** MATERIAL FOR THIS TASK follows **

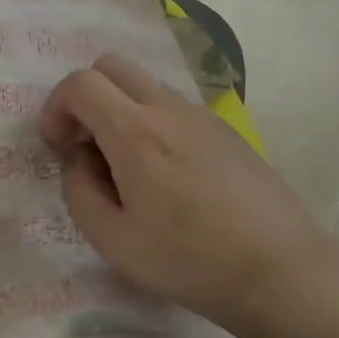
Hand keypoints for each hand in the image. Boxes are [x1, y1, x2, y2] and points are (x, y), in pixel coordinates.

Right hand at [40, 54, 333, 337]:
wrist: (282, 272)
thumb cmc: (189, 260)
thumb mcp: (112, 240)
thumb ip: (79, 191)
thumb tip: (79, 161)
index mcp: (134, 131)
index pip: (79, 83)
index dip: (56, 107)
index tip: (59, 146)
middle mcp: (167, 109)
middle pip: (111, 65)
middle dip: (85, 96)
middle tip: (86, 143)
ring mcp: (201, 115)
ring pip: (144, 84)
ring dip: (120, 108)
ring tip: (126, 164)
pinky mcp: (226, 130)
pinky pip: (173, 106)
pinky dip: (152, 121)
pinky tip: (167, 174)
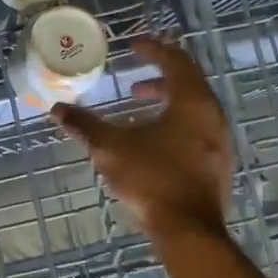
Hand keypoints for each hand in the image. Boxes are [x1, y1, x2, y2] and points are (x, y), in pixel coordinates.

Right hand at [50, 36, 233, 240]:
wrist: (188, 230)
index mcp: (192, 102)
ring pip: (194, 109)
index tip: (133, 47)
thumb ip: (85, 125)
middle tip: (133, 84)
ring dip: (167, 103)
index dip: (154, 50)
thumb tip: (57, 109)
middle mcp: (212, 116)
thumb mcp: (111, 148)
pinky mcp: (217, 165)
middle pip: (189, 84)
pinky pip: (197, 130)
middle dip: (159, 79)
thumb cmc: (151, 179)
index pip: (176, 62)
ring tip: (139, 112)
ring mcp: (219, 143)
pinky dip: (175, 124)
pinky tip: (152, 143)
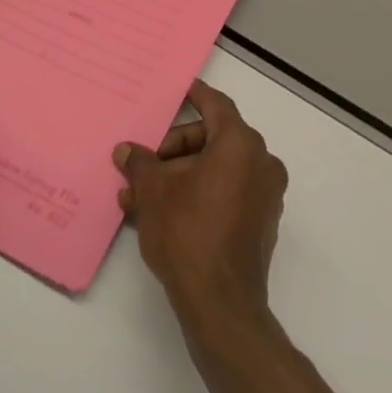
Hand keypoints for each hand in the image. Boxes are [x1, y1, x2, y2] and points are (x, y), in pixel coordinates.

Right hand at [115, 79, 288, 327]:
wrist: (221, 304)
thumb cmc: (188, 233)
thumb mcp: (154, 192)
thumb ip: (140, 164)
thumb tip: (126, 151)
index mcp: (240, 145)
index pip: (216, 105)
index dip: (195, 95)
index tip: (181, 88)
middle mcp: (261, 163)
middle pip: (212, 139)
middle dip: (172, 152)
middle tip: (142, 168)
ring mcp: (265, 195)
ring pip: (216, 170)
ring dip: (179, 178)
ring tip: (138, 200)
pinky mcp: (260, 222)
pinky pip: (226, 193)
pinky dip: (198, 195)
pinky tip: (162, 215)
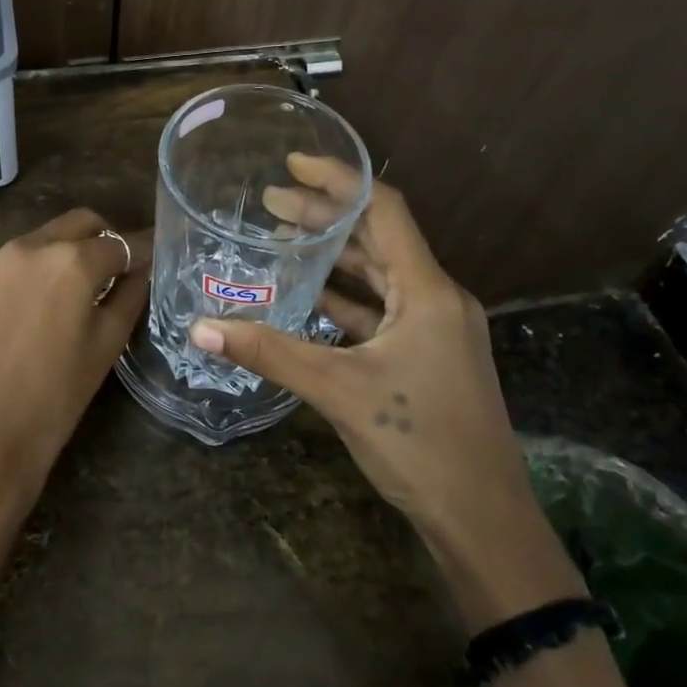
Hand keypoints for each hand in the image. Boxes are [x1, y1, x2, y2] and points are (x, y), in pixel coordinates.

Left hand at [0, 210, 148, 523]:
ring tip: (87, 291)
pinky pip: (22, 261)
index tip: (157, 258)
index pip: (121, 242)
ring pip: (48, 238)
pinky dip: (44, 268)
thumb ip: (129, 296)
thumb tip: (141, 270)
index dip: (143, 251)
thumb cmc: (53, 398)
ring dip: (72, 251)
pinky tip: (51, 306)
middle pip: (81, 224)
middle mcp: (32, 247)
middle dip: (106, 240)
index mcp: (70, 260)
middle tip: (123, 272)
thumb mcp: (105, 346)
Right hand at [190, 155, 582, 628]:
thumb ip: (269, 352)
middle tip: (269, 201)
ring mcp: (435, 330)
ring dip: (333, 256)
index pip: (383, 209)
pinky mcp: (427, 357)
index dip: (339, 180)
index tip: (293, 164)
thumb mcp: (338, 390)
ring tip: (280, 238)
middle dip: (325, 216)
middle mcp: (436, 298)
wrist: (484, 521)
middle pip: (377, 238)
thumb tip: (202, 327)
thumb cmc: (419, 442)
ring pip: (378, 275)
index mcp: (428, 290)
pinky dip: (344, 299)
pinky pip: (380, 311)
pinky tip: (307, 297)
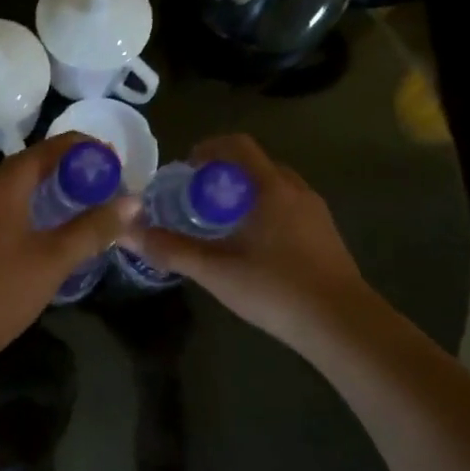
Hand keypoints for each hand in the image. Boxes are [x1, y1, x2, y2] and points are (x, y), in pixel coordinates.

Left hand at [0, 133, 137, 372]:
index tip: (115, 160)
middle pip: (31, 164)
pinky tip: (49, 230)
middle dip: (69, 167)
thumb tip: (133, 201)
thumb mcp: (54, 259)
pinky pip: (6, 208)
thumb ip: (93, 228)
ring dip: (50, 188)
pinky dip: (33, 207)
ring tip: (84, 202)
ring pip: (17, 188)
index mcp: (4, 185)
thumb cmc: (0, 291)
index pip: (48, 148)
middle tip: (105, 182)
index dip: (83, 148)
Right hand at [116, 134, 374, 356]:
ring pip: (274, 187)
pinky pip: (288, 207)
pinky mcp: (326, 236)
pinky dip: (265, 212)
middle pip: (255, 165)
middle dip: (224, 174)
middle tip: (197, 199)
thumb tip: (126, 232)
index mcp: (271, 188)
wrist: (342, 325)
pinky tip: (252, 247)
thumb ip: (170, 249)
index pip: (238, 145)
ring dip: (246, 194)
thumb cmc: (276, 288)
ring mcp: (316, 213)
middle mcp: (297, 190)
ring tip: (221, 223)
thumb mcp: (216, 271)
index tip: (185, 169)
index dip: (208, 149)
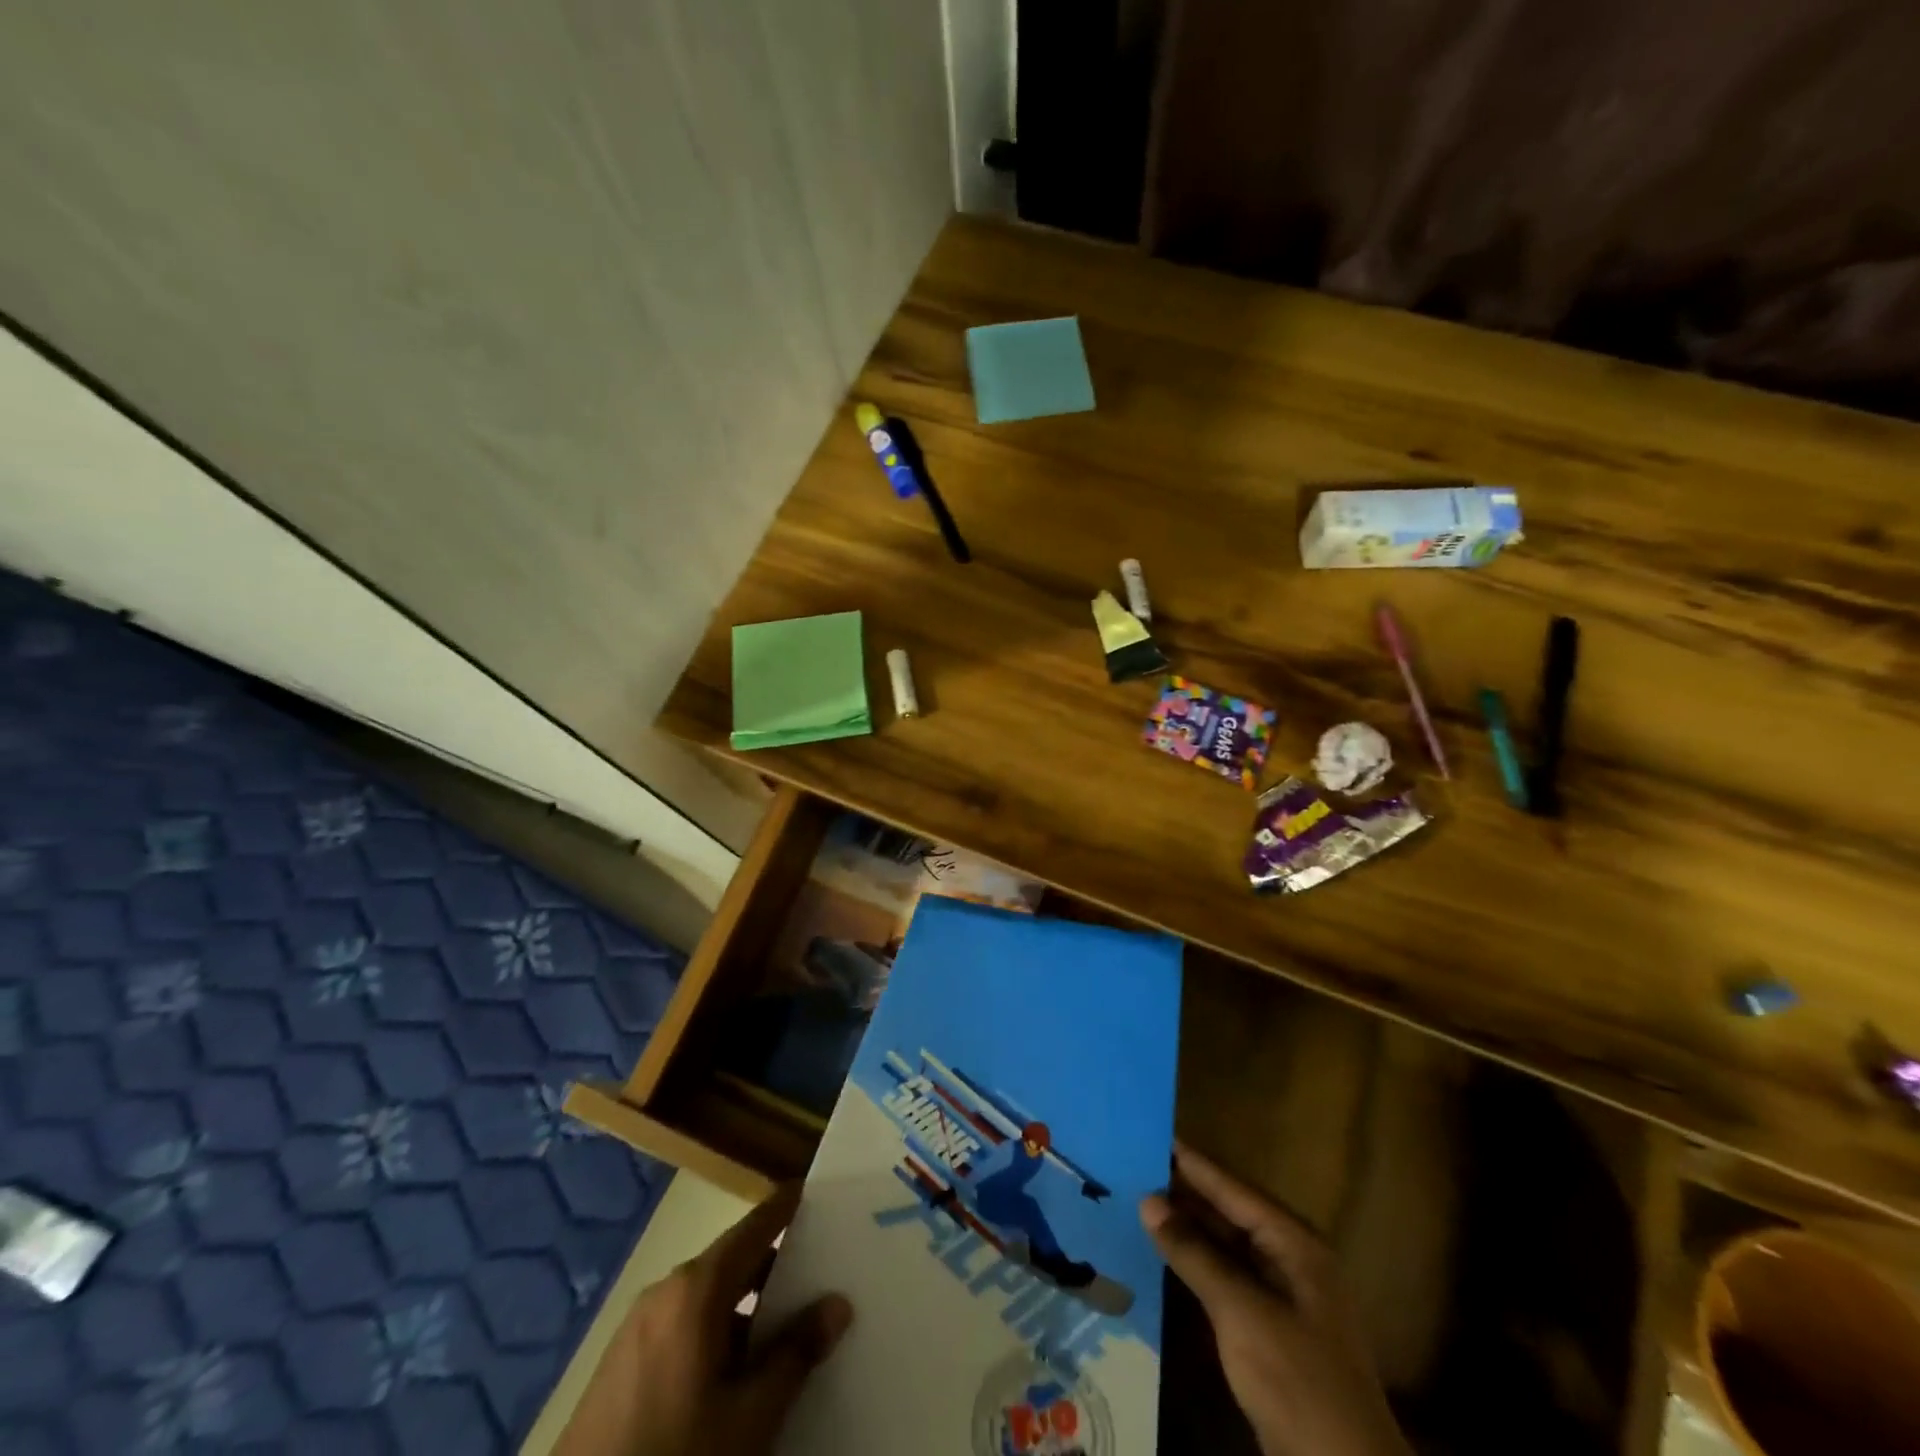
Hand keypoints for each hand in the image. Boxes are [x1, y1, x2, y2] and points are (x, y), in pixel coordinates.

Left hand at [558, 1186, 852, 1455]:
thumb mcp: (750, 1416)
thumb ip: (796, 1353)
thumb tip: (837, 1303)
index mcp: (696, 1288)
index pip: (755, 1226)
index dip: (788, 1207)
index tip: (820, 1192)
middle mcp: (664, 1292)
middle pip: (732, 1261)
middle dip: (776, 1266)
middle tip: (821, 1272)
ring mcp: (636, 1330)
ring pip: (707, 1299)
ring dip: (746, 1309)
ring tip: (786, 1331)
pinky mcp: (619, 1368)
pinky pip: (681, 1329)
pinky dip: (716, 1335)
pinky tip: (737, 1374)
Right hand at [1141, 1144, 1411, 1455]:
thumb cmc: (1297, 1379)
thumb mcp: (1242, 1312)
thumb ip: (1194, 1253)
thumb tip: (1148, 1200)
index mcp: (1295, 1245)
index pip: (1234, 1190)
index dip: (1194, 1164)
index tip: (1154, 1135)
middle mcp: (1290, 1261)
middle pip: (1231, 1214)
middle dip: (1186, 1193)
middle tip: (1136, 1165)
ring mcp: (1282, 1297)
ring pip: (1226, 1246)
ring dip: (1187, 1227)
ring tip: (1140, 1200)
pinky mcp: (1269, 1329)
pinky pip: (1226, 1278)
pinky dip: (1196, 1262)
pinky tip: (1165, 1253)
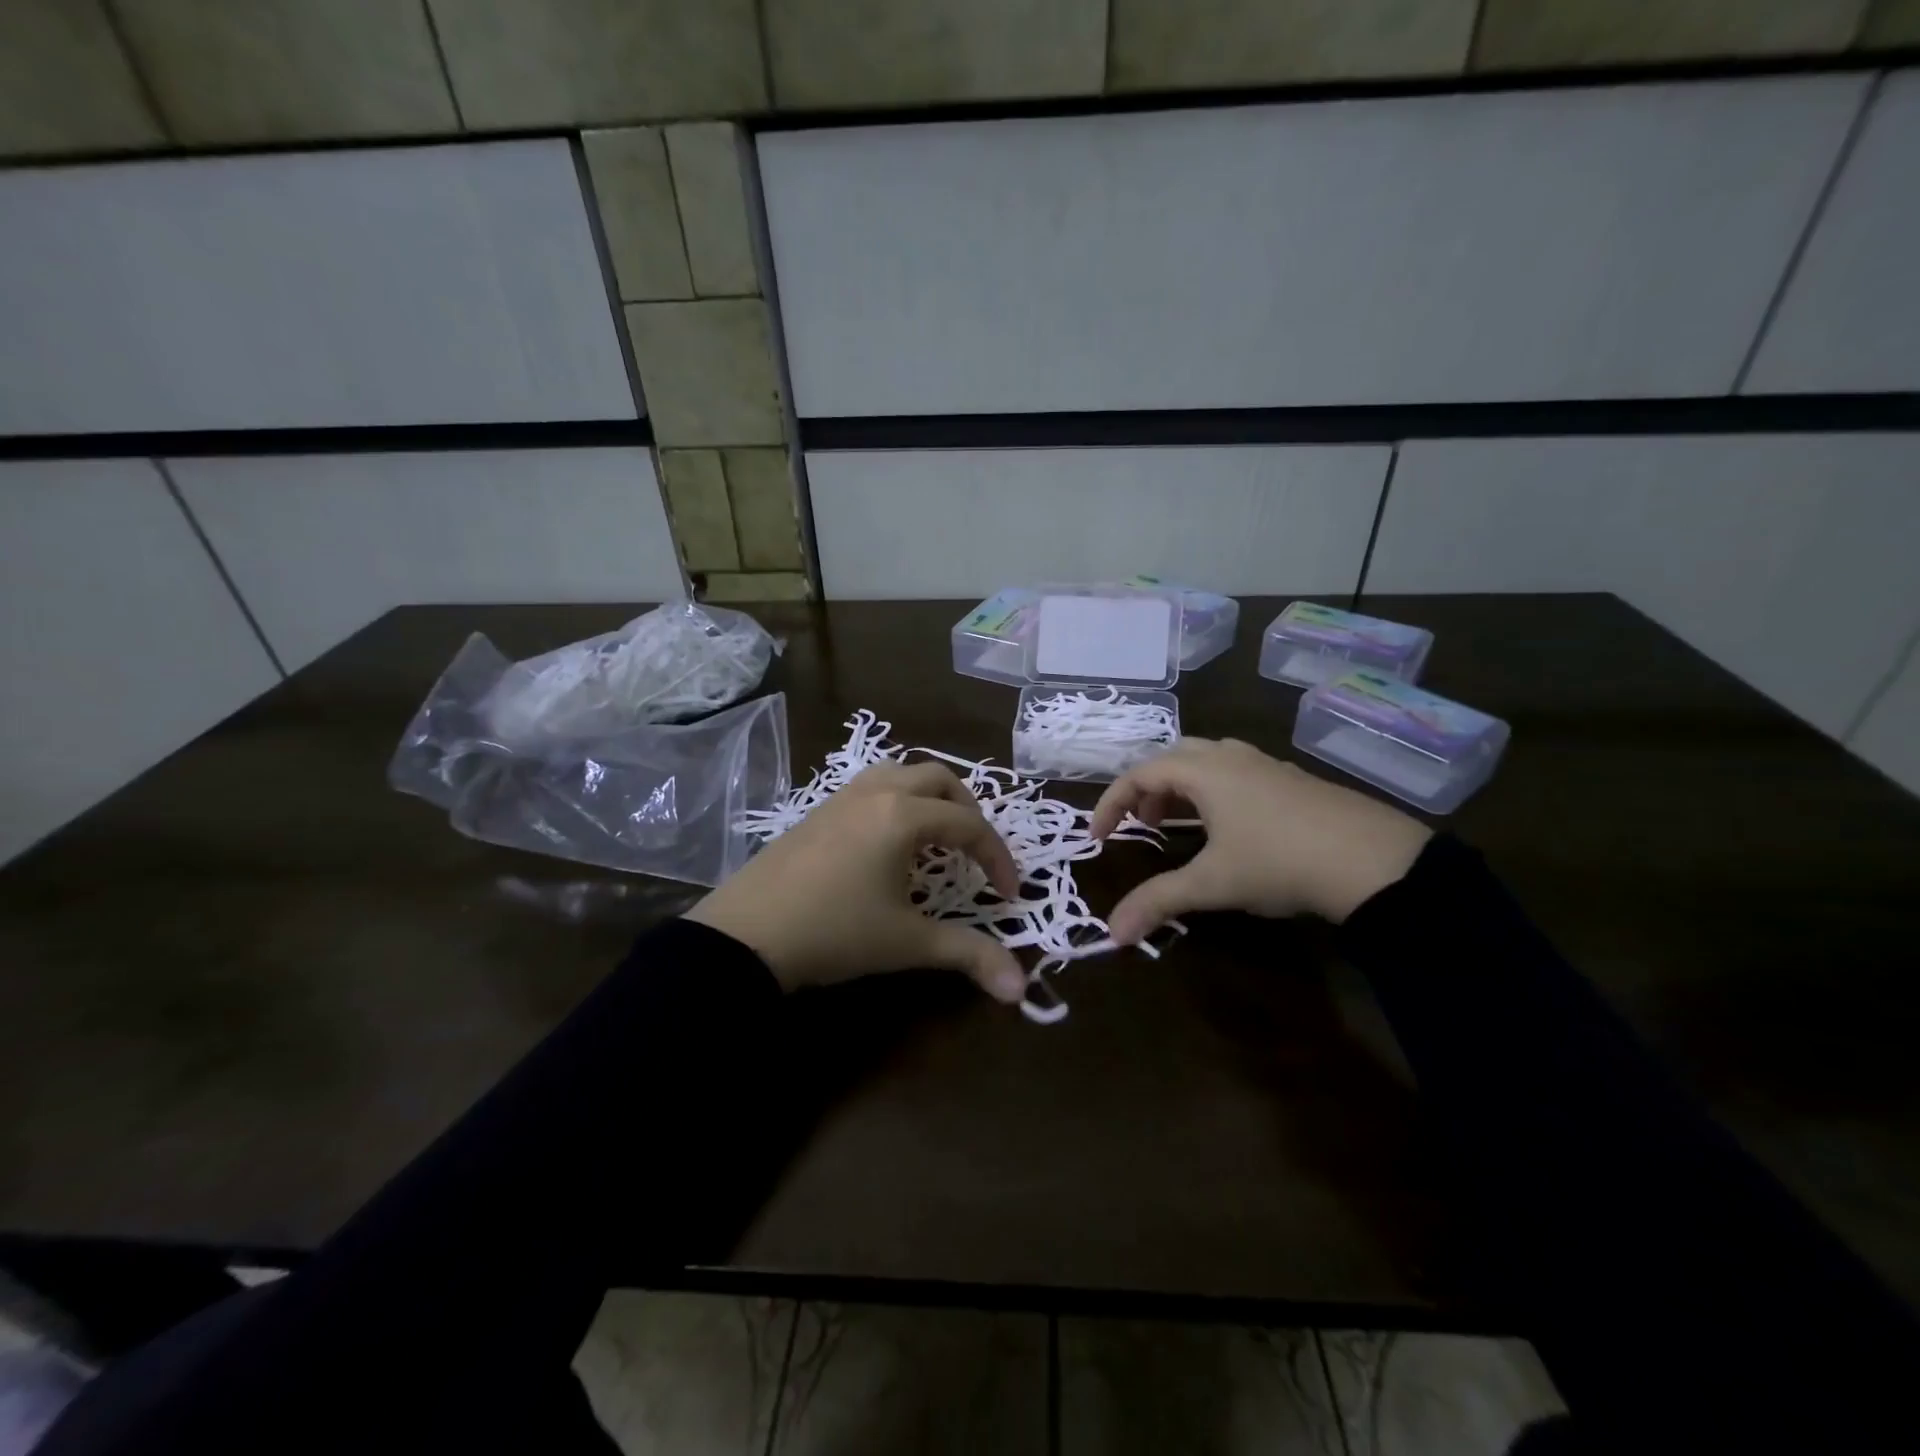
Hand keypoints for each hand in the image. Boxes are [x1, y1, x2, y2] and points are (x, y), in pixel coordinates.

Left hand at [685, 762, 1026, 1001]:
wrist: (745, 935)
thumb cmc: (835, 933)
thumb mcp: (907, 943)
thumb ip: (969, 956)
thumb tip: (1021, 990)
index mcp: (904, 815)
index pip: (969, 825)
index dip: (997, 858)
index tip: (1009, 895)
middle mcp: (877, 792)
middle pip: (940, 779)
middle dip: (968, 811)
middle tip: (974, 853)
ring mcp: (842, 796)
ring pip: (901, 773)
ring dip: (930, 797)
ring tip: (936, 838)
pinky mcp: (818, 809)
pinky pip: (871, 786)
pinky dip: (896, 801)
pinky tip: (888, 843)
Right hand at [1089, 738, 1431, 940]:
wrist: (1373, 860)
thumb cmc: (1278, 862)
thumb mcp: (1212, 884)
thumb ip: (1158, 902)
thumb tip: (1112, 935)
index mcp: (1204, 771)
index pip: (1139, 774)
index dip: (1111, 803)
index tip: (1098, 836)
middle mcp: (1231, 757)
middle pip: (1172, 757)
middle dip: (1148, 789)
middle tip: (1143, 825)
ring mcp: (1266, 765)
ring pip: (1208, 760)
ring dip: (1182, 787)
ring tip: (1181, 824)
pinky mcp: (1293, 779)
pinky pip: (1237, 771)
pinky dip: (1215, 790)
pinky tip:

** End of MATERIAL FOR THIS TASK **

-- YOUR TASK --
Within the listing above, print exactly the stretch beginning at the line that contains "thumb cmc: (151, 179)" and finishing at the line that contains "index tip: (115, 160)", ends kept, pictures left out, and nothing more.

-- ANSWER TO THIS TASK --
thumb cmc: (151, 179)
index pip: (176, 62)
ring tip: (139, 112)
ring mcp: (219, 143)
pinky dip: (175, 124)
pinky tip: (152, 143)
Hand keypoints for each hand in the image. Boxes are [x1, y1, x2, y2] and points are (x, y), in pixel coordinates.

Right hand at [115, 79, 288, 327]:
wrist: (221, 304)
thumb cmc: (188, 233)
thumb mcp: (154, 192)
thumb ip: (140, 164)
thumb tip: (126, 151)
index mcp: (240, 145)
index pip: (216, 105)
index dip: (195, 95)
index tip: (181, 88)
middle mcp: (261, 163)
middle pip: (212, 139)
middle dip: (172, 152)
middle tip: (142, 168)
ring mcp: (265, 195)
ring pip: (216, 170)
ring dip: (179, 178)
ring tip: (138, 200)
pinky mcp: (260, 222)
pinky pip: (226, 193)
pinky dip: (198, 195)
pinky tip: (162, 215)
Hand keypoints for each hand in the image. Boxes are [x1, y1, x2, y2] and points are (x, y), in pixel coordinates.

Left hand at [0, 210, 148, 523]:
ring tip: (87, 291)
pinky pip: (22, 261)
index tip: (157, 258)
index pip: (121, 242)
ring pip: (48, 238)
pinky dip: (44, 268)
thumb ip: (129, 296)
thumb tip: (141, 270)
index dip: (143, 251)
thumb cmc: (53, 398)
ring dip: (72, 251)
pinky tip: (51, 306)
middle pip: (81, 224)
middle mcp: (32, 247)
middle dip: (106, 240)
index mcp: (70, 260)
middle tip: (123, 272)
thumb mcp: (105, 346)
Right hand at [190, 155, 582, 628]:
thumb ip: (269, 352)
middle tip: (269, 201)
ring mcp: (435, 330)
ring dip: (333, 256)
index pip: (383, 209)
pinky mcp: (427, 357)
index dip: (339, 180)
index tip: (293, 164)
thumb mcp: (338, 390)
ring tip: (280, 238)
middle dip: (325, 216)
middle mcp: (436, 298)
wrist: (484, 521)
middle pip: (377, 238)
thumb tip: (202, 327)
thumb cmc: (419, 442)
ring pip: (378, 275)
index mcp: (428, 290)
pinky dip: (344, 299)
pinky pip: (380, 311)
pinky tip: (307, 297)
Hand keypoints for each hand in the image. Boxes are [x1, y1, x2, y2] and points are (x, y), in pixel coordinates.

Left hand at [0, 133, 137, 372]:
index tip: (115, 160)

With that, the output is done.